Motorola introduced the MC6809 in 1978, an ambitious and thought through 8-bit design source compatible with the 6800 and implemented using purely hard-wired logic. (Subsequent 16-bit microprocessors typically used microcode to some extent, as design requirements were getting too complex for hard-wired logic only.)

Another early 8-bit microprocessor was the Signetics 2650, which enjoyed a brief surge of interest due to its innovative and powerful instruction set architecture.

A seminal microprocessor in the world of spaceflight was RCA's RCA 1802 (aka CDP1802, RCA COSMAC) (introduced in 1976) which was used in NASA's Voyager and Viking spaceprobes of the 1970s, and onboard the Galileo probe to Jupiter (launched 1989, arrived 1995). RCA COSMAC was the first to implement C-MOS technology. The CDP1802 was used because it could be run at very low power, and because its production process (Silicon on Sapphire) ensured much better protection against cosmic radiation and electrostatic discharges than that of any other processor of the era. Thus, the 1802 is said to be the first radiation-hardened microprocessor.

The RCA 1802 had what is called a static design, meaning that the clock frequency could be made arbitrarily low, even to 0 Hz, a total stop condition. This let the Voyager/Viking/Galileo spacecraft use minimum electric power for long uneventful stretches of a voyage.
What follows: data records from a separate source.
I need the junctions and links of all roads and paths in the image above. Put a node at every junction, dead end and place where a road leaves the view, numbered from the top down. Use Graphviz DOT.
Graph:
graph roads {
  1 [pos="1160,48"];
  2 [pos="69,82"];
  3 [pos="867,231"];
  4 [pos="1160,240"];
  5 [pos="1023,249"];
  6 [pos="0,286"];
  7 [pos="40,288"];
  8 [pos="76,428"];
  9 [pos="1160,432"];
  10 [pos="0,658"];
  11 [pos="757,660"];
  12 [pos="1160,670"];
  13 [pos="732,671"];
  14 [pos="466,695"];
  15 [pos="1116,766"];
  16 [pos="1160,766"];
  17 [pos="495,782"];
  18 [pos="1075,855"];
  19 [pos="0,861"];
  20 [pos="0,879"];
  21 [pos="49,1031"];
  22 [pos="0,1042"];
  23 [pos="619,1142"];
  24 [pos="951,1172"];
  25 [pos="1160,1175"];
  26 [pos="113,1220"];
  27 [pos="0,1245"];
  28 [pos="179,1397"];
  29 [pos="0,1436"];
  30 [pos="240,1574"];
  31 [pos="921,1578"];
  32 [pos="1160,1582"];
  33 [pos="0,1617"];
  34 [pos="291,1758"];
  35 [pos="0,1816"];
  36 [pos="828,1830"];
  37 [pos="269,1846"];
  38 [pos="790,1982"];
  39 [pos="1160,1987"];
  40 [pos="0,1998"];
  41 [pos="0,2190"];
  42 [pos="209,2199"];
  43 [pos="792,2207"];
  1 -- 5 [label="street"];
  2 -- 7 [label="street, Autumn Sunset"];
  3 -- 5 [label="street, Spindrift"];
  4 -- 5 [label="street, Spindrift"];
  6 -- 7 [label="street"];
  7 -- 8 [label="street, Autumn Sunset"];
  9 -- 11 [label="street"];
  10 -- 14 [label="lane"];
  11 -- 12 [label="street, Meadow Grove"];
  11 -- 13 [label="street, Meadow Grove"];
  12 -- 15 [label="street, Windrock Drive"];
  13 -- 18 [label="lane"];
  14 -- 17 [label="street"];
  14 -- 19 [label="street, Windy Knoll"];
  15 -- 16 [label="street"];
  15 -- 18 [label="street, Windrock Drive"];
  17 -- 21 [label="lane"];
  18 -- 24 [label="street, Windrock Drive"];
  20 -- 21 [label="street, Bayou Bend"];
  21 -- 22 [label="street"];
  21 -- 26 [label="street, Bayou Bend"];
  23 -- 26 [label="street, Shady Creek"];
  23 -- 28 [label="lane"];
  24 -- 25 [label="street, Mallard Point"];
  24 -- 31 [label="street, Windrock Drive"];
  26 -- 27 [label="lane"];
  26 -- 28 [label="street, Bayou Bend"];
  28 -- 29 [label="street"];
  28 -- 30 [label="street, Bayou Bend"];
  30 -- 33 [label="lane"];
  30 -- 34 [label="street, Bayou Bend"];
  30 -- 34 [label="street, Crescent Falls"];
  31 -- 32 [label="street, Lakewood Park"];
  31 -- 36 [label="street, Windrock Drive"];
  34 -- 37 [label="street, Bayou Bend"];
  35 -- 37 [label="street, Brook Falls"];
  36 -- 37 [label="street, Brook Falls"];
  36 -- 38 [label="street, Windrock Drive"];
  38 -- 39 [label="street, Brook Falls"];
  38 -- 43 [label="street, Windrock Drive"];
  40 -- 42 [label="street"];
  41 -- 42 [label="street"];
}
Timers and/or sensors would awaken/improve the performance of the processor in time for important tasks, such as navigation updates, attitude control, data acquisition, and radio communication.
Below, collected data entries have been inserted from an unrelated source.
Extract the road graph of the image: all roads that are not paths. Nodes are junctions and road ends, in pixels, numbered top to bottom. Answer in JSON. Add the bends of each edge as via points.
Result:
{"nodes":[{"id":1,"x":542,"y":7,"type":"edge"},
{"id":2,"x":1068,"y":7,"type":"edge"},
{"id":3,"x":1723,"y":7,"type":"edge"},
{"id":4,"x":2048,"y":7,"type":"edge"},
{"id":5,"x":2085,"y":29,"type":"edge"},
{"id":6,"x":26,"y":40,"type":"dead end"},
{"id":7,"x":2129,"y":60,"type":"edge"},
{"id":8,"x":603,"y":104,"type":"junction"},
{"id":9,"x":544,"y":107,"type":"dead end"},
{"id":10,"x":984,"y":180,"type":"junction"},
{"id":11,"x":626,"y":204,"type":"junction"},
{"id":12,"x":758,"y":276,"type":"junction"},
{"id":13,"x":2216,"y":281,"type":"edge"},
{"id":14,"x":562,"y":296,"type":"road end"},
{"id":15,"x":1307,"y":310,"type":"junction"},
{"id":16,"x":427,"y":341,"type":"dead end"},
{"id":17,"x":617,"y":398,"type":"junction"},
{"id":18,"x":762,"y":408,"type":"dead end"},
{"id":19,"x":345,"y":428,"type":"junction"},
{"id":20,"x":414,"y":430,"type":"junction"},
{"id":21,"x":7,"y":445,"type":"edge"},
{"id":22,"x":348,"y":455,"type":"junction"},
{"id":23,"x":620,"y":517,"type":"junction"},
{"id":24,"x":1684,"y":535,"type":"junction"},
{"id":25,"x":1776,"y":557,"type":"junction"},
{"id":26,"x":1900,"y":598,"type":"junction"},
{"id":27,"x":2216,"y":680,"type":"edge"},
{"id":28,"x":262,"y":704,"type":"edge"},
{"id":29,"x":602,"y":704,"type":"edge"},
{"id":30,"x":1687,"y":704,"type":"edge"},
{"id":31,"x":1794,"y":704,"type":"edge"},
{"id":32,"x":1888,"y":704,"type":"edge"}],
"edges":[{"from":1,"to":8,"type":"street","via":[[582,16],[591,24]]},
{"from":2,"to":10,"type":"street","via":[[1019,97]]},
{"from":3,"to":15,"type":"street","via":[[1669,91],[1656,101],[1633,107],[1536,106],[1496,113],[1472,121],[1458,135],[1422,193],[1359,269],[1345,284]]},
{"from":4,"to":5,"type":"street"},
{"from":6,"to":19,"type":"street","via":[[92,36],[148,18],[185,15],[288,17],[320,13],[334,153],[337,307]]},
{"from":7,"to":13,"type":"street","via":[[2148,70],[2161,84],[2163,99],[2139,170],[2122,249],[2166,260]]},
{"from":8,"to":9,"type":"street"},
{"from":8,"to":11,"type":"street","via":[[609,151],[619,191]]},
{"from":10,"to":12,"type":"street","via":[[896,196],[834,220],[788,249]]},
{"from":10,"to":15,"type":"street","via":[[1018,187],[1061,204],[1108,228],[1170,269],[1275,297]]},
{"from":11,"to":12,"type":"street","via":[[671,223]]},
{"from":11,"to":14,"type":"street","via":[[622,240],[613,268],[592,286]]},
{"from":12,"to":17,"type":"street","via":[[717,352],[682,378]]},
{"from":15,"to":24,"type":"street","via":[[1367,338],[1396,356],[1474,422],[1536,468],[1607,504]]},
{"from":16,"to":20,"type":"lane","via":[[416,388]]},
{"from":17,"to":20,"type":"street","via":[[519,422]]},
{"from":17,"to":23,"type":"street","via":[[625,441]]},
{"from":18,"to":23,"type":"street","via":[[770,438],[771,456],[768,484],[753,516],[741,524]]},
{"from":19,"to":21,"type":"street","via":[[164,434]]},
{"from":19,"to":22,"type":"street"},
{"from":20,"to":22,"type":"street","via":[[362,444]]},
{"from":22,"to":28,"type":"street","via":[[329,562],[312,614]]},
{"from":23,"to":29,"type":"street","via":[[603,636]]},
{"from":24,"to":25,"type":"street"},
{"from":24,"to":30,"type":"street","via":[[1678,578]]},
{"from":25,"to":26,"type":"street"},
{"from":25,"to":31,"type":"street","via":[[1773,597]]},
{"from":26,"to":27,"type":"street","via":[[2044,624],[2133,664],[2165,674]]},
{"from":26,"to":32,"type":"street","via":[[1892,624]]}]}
Embedded processor economics

As of 2009, more CPUs are produced using the ARM architecture instruction set than any other 32-bit instruction set. The ARM architecture and the first ARM chip were designed in about one and a half years and 5 man years of work time.

The 32-bit Parallax Propeller micro controller architecture and the first chip were designed by two people in about 10 man years of work time.

It is believed that the 8-bit AVR architecture and first AVR microcontroller was conceived and designed by two students at the Norwegian Institute of Technology.

A much smaller niche market (in revenue and units shipped) is scientific computing, used in government research labs and universities. Previously much CPU design was done for this market, but the cost-effectiveness of using mass markets CPUs has curtailed almost all specialized designs for this market. The main remaining area of active hardware design and research for scientific computing is for high-speed system interconnects.

High-end processor economics

Developing new, high-end CPUs is a very costly proposition. Both the logical complexity (needing very large logic design and logic verification teams and simulation farms with perhaps thousands of computers) and the high operating frequencies (needing large circuit design teams and access to the state-of-the-art fabrication process) account for the high cost of design for this type of chip. The design cost of a high-end CPU will be on the order of US $100 million. Since the design of such high-end chips nominally takes about five years to complete, to stay competitive a company has to fund at least two of these large design teams to release products at the rate of 2.5 years per product generation.

As an example, the typical loaded cost for one computer engineer is often quoted to be $250,000 US dollars/year. This includes salary, benefits, CAD tools, computers, office space rent, etc. Assuming that 100 engineers are needed to design a CPU and the project takes 4 years.

Total cost = $250,000/engineer-man_year X 100 engineers X 4 years = $100,000,000 US dollars.

The above amount is just an example. The design teams for modern day general purpose CPUs have several hundred team members.

Only the personal computer mass market (with production rates in the hundreds of millions, producing billions of dollars in revenue) can support such a large design and implementation teams.^{[citation needed]} As of 2004, only four companies are actively designing and fabricating state of the art general purpose computing CPU chips: Intel, AMD, IBM and Fujitsu.^{[citation needed]} Motorola has spun off its semiconductor division as Freescale as that division was dragging down profit margins for the rest of the company. Texas Instruments, TSMC and Toshiba are a few examples of a companies doing manufacturing for another company's CPU chip design.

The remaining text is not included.